Back in 2020, I was fascinated with the concept of indoor farming. Growing food indoors using LED lights, complex HVAC systems, in vertical layers stacked on top of each looked like a scene from the future. Imagine an Amazon warehouse full of boxes, but replace the carboard with leafy greens lit with neon LEDs. I was a fanatic and would tell anyone who would listen that it was the next big thing in agriculture.
The technology made sense, the numbers made sense. A 2-acre indoor vertical farm could produce the same output as a 720 acres of traditional farm using 90% less water. With the land resources being scarce, I strongly believed that these indoor farms will usher us into the next green revolution and help feed a population of 10 billion by 2050.
For two years, I scoured the internet and read articles, listened to podcasts, connected with people, even wrote my own articles. Because food is a part of our daily lives, the impact of working in this field was tremendous. I wanted to be a part of it. I connected with recruiters and engineers on LinkedIn who were working in indoor farming companies, applied to several positions.
There was this one recruiter who reached out to me after seeing my application on every mechanical engineering related position that popped up on their website with detailed cover letters. Some interviews I couldn’t crack and some companies didn’t sponsor a visa. It felt like a one sided love affair, where all my efforts were somehow keeping me away from my dream job. Heartbroken, I switched jobs to a different industry, moved half way across the country, met new people and my fanaticism for indoor farming calmed down a bit.

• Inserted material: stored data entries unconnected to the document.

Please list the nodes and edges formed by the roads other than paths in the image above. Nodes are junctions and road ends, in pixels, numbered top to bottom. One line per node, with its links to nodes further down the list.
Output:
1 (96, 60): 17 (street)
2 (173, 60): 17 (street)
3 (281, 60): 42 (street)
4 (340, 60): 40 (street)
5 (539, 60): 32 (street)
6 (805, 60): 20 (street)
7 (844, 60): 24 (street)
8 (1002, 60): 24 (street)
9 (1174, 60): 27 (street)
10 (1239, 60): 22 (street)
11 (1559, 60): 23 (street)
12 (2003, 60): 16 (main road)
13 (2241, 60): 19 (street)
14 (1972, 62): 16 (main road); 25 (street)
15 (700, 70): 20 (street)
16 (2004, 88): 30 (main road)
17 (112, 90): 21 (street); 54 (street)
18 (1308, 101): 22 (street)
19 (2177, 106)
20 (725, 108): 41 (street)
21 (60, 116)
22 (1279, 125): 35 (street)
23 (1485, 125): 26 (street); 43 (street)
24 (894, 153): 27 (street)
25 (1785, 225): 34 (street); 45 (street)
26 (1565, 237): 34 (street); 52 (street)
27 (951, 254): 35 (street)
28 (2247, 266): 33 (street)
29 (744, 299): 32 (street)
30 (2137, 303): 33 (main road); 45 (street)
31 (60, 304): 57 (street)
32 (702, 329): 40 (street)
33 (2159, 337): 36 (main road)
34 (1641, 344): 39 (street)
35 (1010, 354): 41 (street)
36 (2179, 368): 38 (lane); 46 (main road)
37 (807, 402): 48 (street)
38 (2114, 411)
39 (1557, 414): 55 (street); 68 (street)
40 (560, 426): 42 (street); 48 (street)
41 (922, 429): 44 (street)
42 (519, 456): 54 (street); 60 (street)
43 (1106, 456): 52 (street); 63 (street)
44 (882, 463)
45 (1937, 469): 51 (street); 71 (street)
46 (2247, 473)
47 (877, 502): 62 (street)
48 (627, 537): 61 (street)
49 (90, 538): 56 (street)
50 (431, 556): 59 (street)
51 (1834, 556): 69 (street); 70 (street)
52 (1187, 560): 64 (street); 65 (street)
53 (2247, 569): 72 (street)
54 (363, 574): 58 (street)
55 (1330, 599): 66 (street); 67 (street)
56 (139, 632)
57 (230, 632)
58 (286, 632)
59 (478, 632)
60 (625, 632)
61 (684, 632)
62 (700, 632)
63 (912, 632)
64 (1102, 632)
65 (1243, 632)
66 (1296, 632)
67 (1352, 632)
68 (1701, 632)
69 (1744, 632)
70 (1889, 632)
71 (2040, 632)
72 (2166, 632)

I still kept up with the news and things have taken a downturn in the last year. A publicly listed company Kalera filed for bankruptcy in April 2023, Upward Farms - 10 year old company - who had plans to build the world’s largest indoor farm closed its doors in June 2023. AppHarvest an indoor tomato grower, who went public through a SPAC acquisition saw their stock price dwindle from $35 to $0.35. A lot of people I had connected on LinkedIn at these indoor farming companies were laid off.
The latest shock for me was when the indoor farming behemoth AeroFarms - founded in 2005 - filed for bankruptcy this month. I had stalked this company with any information I could find on the internet and followed their progress for over two years. Watching this giant fall was like watching a towering tree uprooted after a storm.
With AeroFarms’ decline, the naysayers came out all guns blazing with comments like “We told you so”, “why would you try to replace the sun with LEDs?” , “Lettuce is cheap and energy is expensive”.
But despite the downturn, and the concerns being valid, I am bullish about indoor farming.
Their biggest challenge is energy efficiency and scaling operations. Having a small indoor farm is easier but when you try to scale it up is when it gets wonky. Bigger warehouses need more energy and more energy means more money. They know how to grow lettuce and other leafy greens indoor, they need to figure out their energy efficiency. LED prices have dropped in the last decade, which means the energy costs are going down. This makes me hopeful that in the near future, the energy prices will go down even further making this feasible.
Just like Tesla isn’t about the cars anymore it is about their factories. These indoor farming companies need to figure out the operations to scale further and balance the finances that causes troubles while scaling up. I feel that they will get it right just like Musk did with Tesla.
There are a few key players that I’m riding my hopes on. Plenty, the San Francisco based company who raised $400 million from Walmart is a leader in the space. I interviewed with them and met some brilliant and smart folks working there. They opened their largest farm in Compton, CA last month. Oishii who sell premium Omakase strawberries, Square Roots the container faming company owned by Elon Musk’s brother Kimbal, and many more who are growing at a tremendous pace.
The recent downturn has followed the billions of VC investment in this sector and it is currently going through the trough of disillusionment. I was part of the peak of inflated expectations and I can feel it slowly climbing the slope of enlightenment. I am no McKinsey analyst to predict the future, but I am an optimist who believes that in the next few years we’ll see large scale indoor farms complementing traditional farms.
PS: Looking back, maybe, all those job rejections were fate’s way of keeping an eye out for the immigrant on a work visa. But hindsight is 20/20.